Demander à des professeurs retraités de remettre la blouse pour conseiller de jeunes collègues alors que la retraite à 60 ans est partiellement de retour : le gouvernement de François Hollande serait-il plus libéral qu’on ne le pense ? Ou cela ressemble fort à un paradoxe ?
Seule certitude, la belle idée de Vincent Peillon, ne suscite pas vraiment l’enthousiasme. La semaine dernière, le nouveau ministre de l’Éducation nationale avait en effet jugé dans un entretien au Parisien que le recours rémunéré à des professeurs retraités pour des missions de tutorat auprès de leurs jeunes confrères serait une belle idée, tout en excluant qu’il soit fait appel à eux pour des remplacements.
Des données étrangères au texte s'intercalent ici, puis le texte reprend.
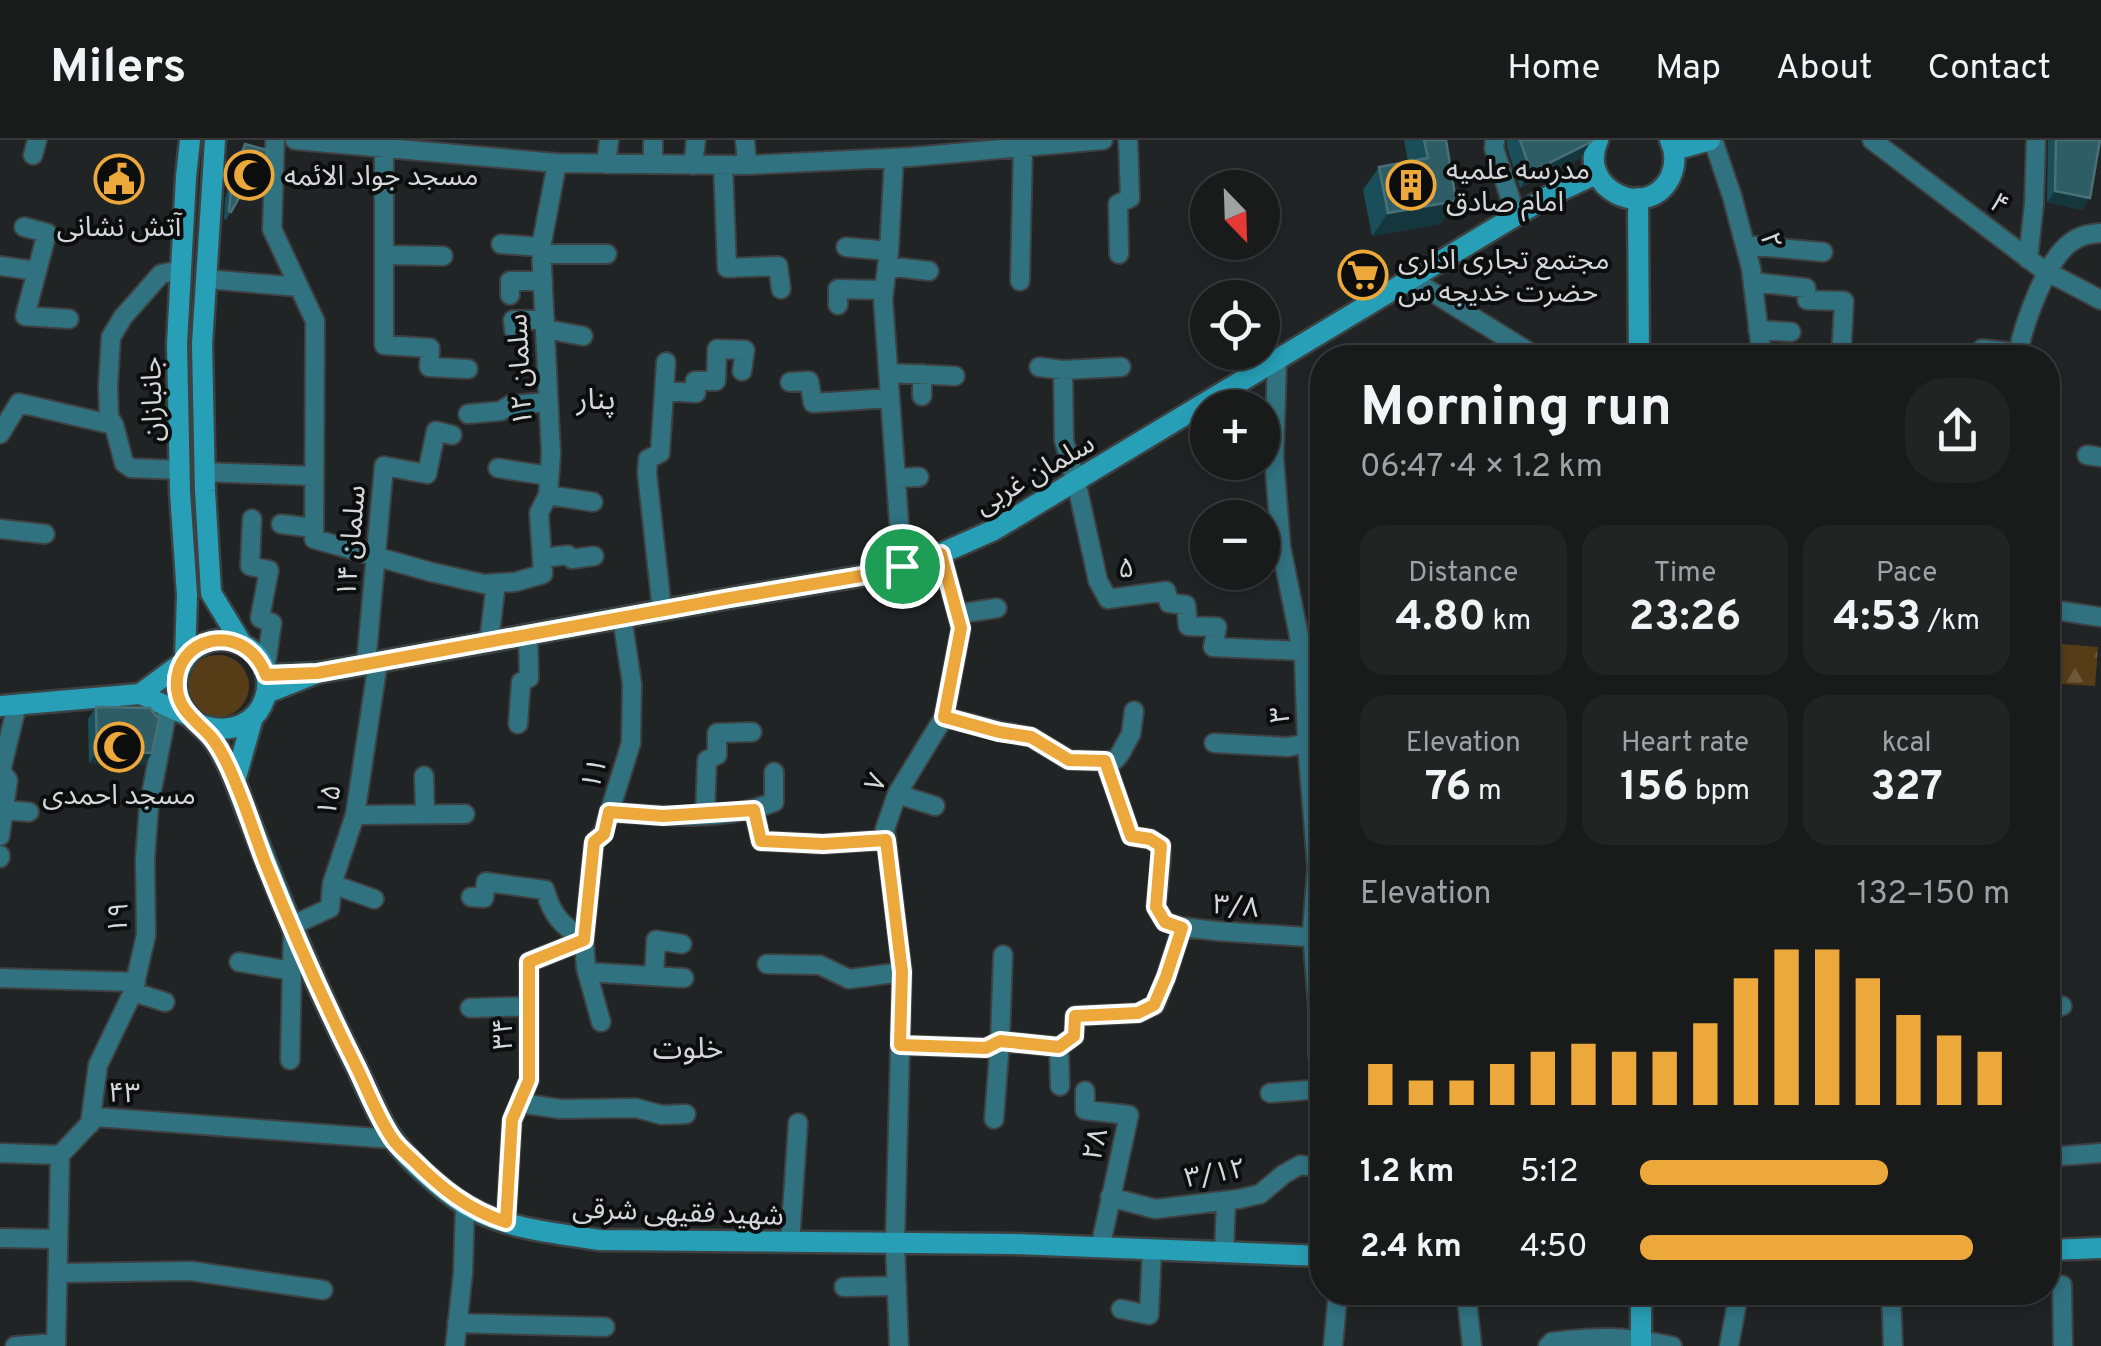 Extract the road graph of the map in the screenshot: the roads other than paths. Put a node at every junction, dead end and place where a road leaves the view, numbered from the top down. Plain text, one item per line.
1 (190, 140) edge
2 (215, 140) edge
3 (275, 140) edge
4 (296, 140) edge
5 (609, 140) edge
6 (654, 140) edge
7 (696, 140) edge
8 (745, 140) edge
9 (854, 140) edge
10 (1099, 140) edge
11 (1128, 140) edge
12 (1495, 140) edge
13 (1598, 140) edge
14 (1712, 140) edge
15 (1872, 140) edge
16 (2036, 140) edge
17 (985, 145) edge
18 (1672, 145) edge
19 (424, 146) edge
20 (1023, 147) junction
21 (384, 148) junction
22 (894, 158) junction
23 (854, 160) junction
24 (557, 163) junction
25 (606, 164) junction
26 (653, 164) junction
27 (694, 164) junction
28 (723, 165) junction
29 (747, 166) junction
30 (1596, 174) junction
31 (186, 177) junction
32 (211, 179) junction
33 (1638, 198) junction
34 (1516, 216) junction
35 (24, 227) dead end
36 (2101, 233) edge
37 (500, 244) dead end
38 (1745, 245) junction
39 (846, 247) dead end
40 (542, 250) junction
41 (1823, 252) dead end
42 (606, 254) dead end
43 (1119, 254) dead end
44 (384, 255) junction
45 (444, 256) dead end
46 (888, 259) junction
47 (2028, 259) junction
48 (0, 266) edge
49 (181, 270) junction
50 (929, 271) dead end
51 (37, 272) junction
52 (2049, 273) junction
53 (206, 278) junction
54 (1411, 279) junction
55 (543, 281) junction
56 (1020, 281) dead end
57 (1753, 282) junction
58 (299, 287) junction
59 (781, 288) dead end
60 (884, 290) junction
61 (510, 295) dead end
62 (2101, 300) edge
63 (838, 305) dead end
64 (70, 319) dead end
65 (545, 324) junction
66 (514, 330) dead end
67 (1758, 330) junction
68 (1791, 332) dead end
69 (583, 336) dead end
70 (1514, 345) edge
71 (1638, 345) edge
72 (1760, 345) edge
73 (1842, 345) edge
74 (2019, 345) edge
75 (1280, 359) edge
76 (666, 362) dead end
77 (1039, 367) dead end
78 (1121, 368) dead end
79 (468, 370) dead end
80 (1062, 370) junction
81 (1261, 370) edge
82 (1278, 370) edge
83 (742, 371) dead end
84 (888, 373) junction
85 (922, 374) junction
86 (956, 376) dead end
87 (790, 382) dead end
88 (500, 388) dead end
89 (664, 391) junction
90 (922, 396) dead end
91 (890, 398) junction
92 (548, 402) junction
93 (510, 405) junction
94 (468, 414) dead end
95 (114, 425) junction
96 (0, 434) edge
97 (452, 435) dead end
98 (498, 468) dead end
99 (179, 470) junction
100 (204, 472) junction
101 (314, 476) junction
102 (919, 477) dead end
103 (896, 478) junction
104 (1076, 480) junction
105 (549, 485) junction
106 (594, 502) dead end
107 (252, 519) dead end
108 (280, 524) dead end
109 (314, 528) junction
110 (0, 529) edge
111 (44, 534) dead end
112 (941, 554) junction
113 (376, 555) junction
114 (594, 556) dead end
115 (542, 566) junction
116 (902, 566) junction
117 (496, 583) junction
118 (997, 608) dead end
119 (662, 610) junction
120 (2060, 611) edge
121 (957, 614) junction
122 (2101, 616) edge
123 (622, 617) junction
124 (528, 634) junction
125 (489, 642) junction
126 (242, 644) junction
127 (1310, 657) edge
128 (184, 660) junction
129 (372, 663) junction
130 (266, 679) junction
131 (140, 694) junction
132 (8, 706) edge
133 (168, 707) junction
134 (1134, 711) dead end
135 (944, 717) junction
136 (254, 718) junction
137 (194, 720) junction
138 (518, 724) dead end
139 (752, 732) dead end
140 (1307, 743) junction
141 (1214, 744) dead end
142 (1105, 761) junction
143 (774, 772) dead end
144 (424, 776) dead end
145 (1310, 780) edge
146 (236, 782) junction
147 (897, 794) junction
148 (935, 806) dead end
149 (4, 810) junction
150 (754, 810) junction
151 (30, 812) dead end
152 (609, 812) junction
153 (424, 814) junction
154 (465, 814) dead end
155 (705, 814) junction
156 (356, 816) junction
157 (0, 836) edge
158 (886, 840) junction
159 (332, 884) junction
160 (471, 897) dead end
161 (374, 898) dead end
162 (292, 925) junction
163 (1182, 928) junction
164 (1310, 937) edge
165 (584, 940) junction
166 (682, 944) dead end
167 (1003, 955) dead end
168 (238, 962) dead end
169 (767, 964) dead end
170 (292, 970) junction
171 (588, 972) junction
172 (902, 972) junction
173 (654, 976) junction
174 (0, 978) edge
175 (684, 978) dead end
176 (134, 987) junction
177 (166, 1002) dead end
178 (529, 1006) junction
179 (470, 1008) dead end
180 (601, 1022) dead end
181 (1000, 1041) junction
182 (900, 1045) junction
183 (1059, 1047) junction
184 (290, 1060) dead end
185 (1060, 1086) dead end
186 (1310, 1090) edge
187 (1085, 1091) dead end
188 (1270, 1093) dead end
189 (520, 1102) junction
190 (686, 1114) dead end
191 (994, 1118) dead end
192 (90, 1124) junction
193 (798, 1124) dead end
194 (392, 1139) junction
195 (0, 1153) edge
196 (2101, 1153) edge
197 (60, 1155) junction
198 (2060, 1156) edge
199 (1310, 1166) edge
200 (1110, 1197) junction
201 (1226, 1201) junction
202 (465, 1205) junction
203 (506, 1222) junction
204 (0, 1238) edge
205 (58, 1239) junction
206 (790, 1242) junction
207 (895, 1243) junction
208 (1100, 1248) junction
209 (2101, 1248) edge
210 (1152, 1250) junction
211 (2060, 1250) edge
212 (1224, 1253) junction
213 (1310, 1256) edge
214 (58, 1273) junction
215 (844, 1286) dead end
216 (897, 1286) junction
217 (2062, 1286) dead end
218 (323, 1290) dead end
219 (1337, 1305) edge
220 (1467, 1305) edge
221 (1641, 1305) edge
222 (1737, 1305) edge
223 (1892, 1305) edge
224 (1121, 1309) dead end
225 (457, 1322) junction
226 (605, 1327) dead end
227 (1641, 1343) edge
228 (56, 1345) edge
229 (14, 1346) edge
230 (455, 1346) edge
231 (899, 1346) edge
232 (1333, 1346) edge
233 (1472, 1346) edge
234 (1548, 1346) edge
235 (1672, 1346) edge
236 (1730, 1346) edge
237 (1894, 1346) edge
238 (2063, 1346) edge

1 - 31 street, جانبازان
2 - 32 street, جانبازان
3 - 58 street
4 - 21 street
5 - 25 street
6 - 26 street
7 - 27 street
8 - 29 street
9 - 23 street
10 - 20 street
11 - 43 street
12 - 34 street
13 - 30 street
14 - 18 street
14 - 38 street, ۲
15 - 47 street, ۴
16 - 47 street
17 - 20 street
17 - 22 street
18 - 33 street
19 - 21 street
19 - 24 street
20 - 56 street
21 - 44 street
22 - 23 street
22 - 46 street
23 - 29 street
24 - 25 street
24 - 40 street, سلمان ۱۲
25 - 26 street
26 - 27 street
27 - 28 street
28 - 29 street
28 - 59 street
30 - 33 street
30 - 34 street, سلمان غربی
31 - 32 street
31 - 49 street, جانبازان
32 - 53 street, جانبازان
33 - 71 street
34 - 54 street, سلمان غربی
35 - 51 street
36 - 52 street
37 - 40 street
38 - 41 street
38 - 57 street, ۲
39 - 46 street
40 - 42 street
40 - 55 street, سلمان ۱۲
44 - 45 street
44 - 79 street
46 - 50 street
46 - 60 street
47 - 52 street, ۴
48 - 51 street
49 - 95 street
49 - 99 street, جانبازان
51 - 64 street
52 - 62 street, ۴
52 - 74 street
53 - 58 street
53 - 100 street, جانبازان
54 - 70 street
54 - 75 street, سلمان غربی
55 - 61 street
55 - 65 street, سلمان ۱۲
57 - 67 street, ۲
57 - 73 street
58 - 101 street
60 - 63 street
60 - 84 street
65 - 66 street
65 - 69 street
65 - 92 street, سلمان ۱۲
67 - 68 street
67 - 72 street, ۲
76 - 89 street
77 - 80 street
78 - 80 street
80 - 104 street
81 - 104 street, سلمان غربی
82 - 127 street, ۳
83 - 89 street
84 - 85 street
84 - 91 street
85 - 86 street
85 - 90 street
87 - 91 street
88 - 93 street
89 - 119 street
91 - 103 street
92 - 93 street
92 - 105 street, سلمان ۱۲
93 - 94 street
95 - 96 street
95 - 99 street
97 - 113 street, سلمان ۱۴
98 - 105 street
99 - 128 street, جانبازان
100 - 101 street
100 - 126 street, جانبازان
101 - 109 street
102 - 103 street
103 - 116 street
104 - 112 street, سلمان غربی
104 - 127 street, ۵
105 - 106 street
105 - 115 street, سلمان ۱۲
107 - 130 street
108 - 109 street
109 - 113 street
110 - 111 street
112 - 116 street, سلمان غربی
112 - 121 street, ۷
113 - 117 street
113 - 129 street, سلمان ۱۴
114 - 115 street
115 - 117 street
116 - 119 street, سلمان غربی
117 - 125 street
118 - 121 street
119 - 123 street, سلمان غربی
120 - 122 street
121 - 135 street, ۷
123 - 124 street, سلمان غربی
123 - 152 street, ۱۱
124 - 125 street, سلمان غربی
124 - 138 street
125 - 129 street, سلمان غربی
126 - 128 street
126 - 130 street
127 - 140 street, ۳
128 - 131 street
128 - 137 street
129 - 130 street, سلمان غربی
129 - 156 street, ۱۵
130 - 136 street
131 - 132 street
131 - 133 street
132 - 149 street
133 - 137 street
133 - 176 street, ۱۹
134 - 142 street
135 - 142 street
135 - 147 street, ۷
136 - 137 street
136 - 146 street
137 - 146 street, شهید فقیهی شرقی
139 - 155 street
140 - 141 street
140 - 145 street, ۳
142 - 163 street, ۳/۸
143 - 150 street
144 - 153 street
146 - 162 street, شهید فقیهی شرقی
147 - 148 street
147 - 158 street, ۷
149 - 151 street
149 - 157 street
150 - 155 street
150 - 158 street
152 - 155 street
152 - 165 street, ۱۱
153 - 154 street
153 - 156 street
156 - 159 street, ۱۵
158 - 172 street, ۷
159 - 161 street
159 - 162 street, ۱۵
160 - 165 street
162 - 170 street
162 - 194 street, شهید فقیهی شرقی
163 - 164 street, ۳/۸
163 - 183 street
165 - 171 street, ۱۱
165 - 178 street, ۳۴
166 - 173 street
167 - 181 street
168 - 170 street
169 - 172 street
170 - 184 street
171 - 173 street
171 - 180 street, ۱۱
172 - 182 street, ۷
173 - 175 street
174 - 176 street
176 - 177 street
176 - 192 street, ۱۹
178 - 179 street
178 - 189 street, ۳۴
181 - 182 street
181 - 183 street
181 - 191 street
182 - 207 street, ۷
183 - 185 street
186 - 188 street
187 - 200 street, ۲۸
189 - 190 street
189 - 203 street, ۳۴
192 - 194 street, ۴۳
192 - 197 street, ۴۳
193 - 206 street
194 - 202 street, شهید فقیهی شرقی
195 - 197 street
196 - 198 street
197 - 205 street
199 - 201 street, ۳/۱۲
200 - 201 street, ۳/۱۲
200 - 208 street, ۲۸
201 - 212 street
202 - 203 street, شهید فقیهی شرقی
202 - 225 street
203 - 206 street, شهید فقیهی شرقی
204 - 205 street
205 - 214 street
206 - 207 street, شهید فقیهی شرقی
207 - 208 street, شهید فقیهی شرقی
207 - 216 street, ۷
208 - 210 street, شهید فقیهی شرقی
209 - 211 street
210 - 212 street, شهید فقیهی شرقی
210 - 224 street
212 - 213 street, شهید فقیهی شرقی
214 - 218 street
214 - 228 street
215 - 216 street
216 - 231 street, ۷
217 - 238 street
219 - 232 street
220 - 233 street
221 - 227 street
222 - 236 street
223 - 237 street
225 - 226 street
225 - 230 street
227 - 234 street
227 - 235 street
228 - 229 street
Mais c’est vraiment tièdement que les syndicats ont accueilli cette nouvelle, rapporte VousNousIls.fr, l’e-mag de l’éducation.
Une « fausse belle idée »
« J’ai dit lundi à Vincent Peillon que c’était une fausse belle idée car, dans le primaire, nous avons un corps de formateurs dont c’est le métier », a déclaré cette semaine Sébastien Sihr, du SNUipp-FSU, principal syndicat des écoles primaires.
Certains profs, eux-mêmes retraités, jugent cette mesure inquiétante, comme Michel Soubiran dans une tribune sur le Plus du Nouvel Observateur :
« Elle implique de faire retravailler des enseignants retraités alors que les jeunes générations ont repris le flambeau ».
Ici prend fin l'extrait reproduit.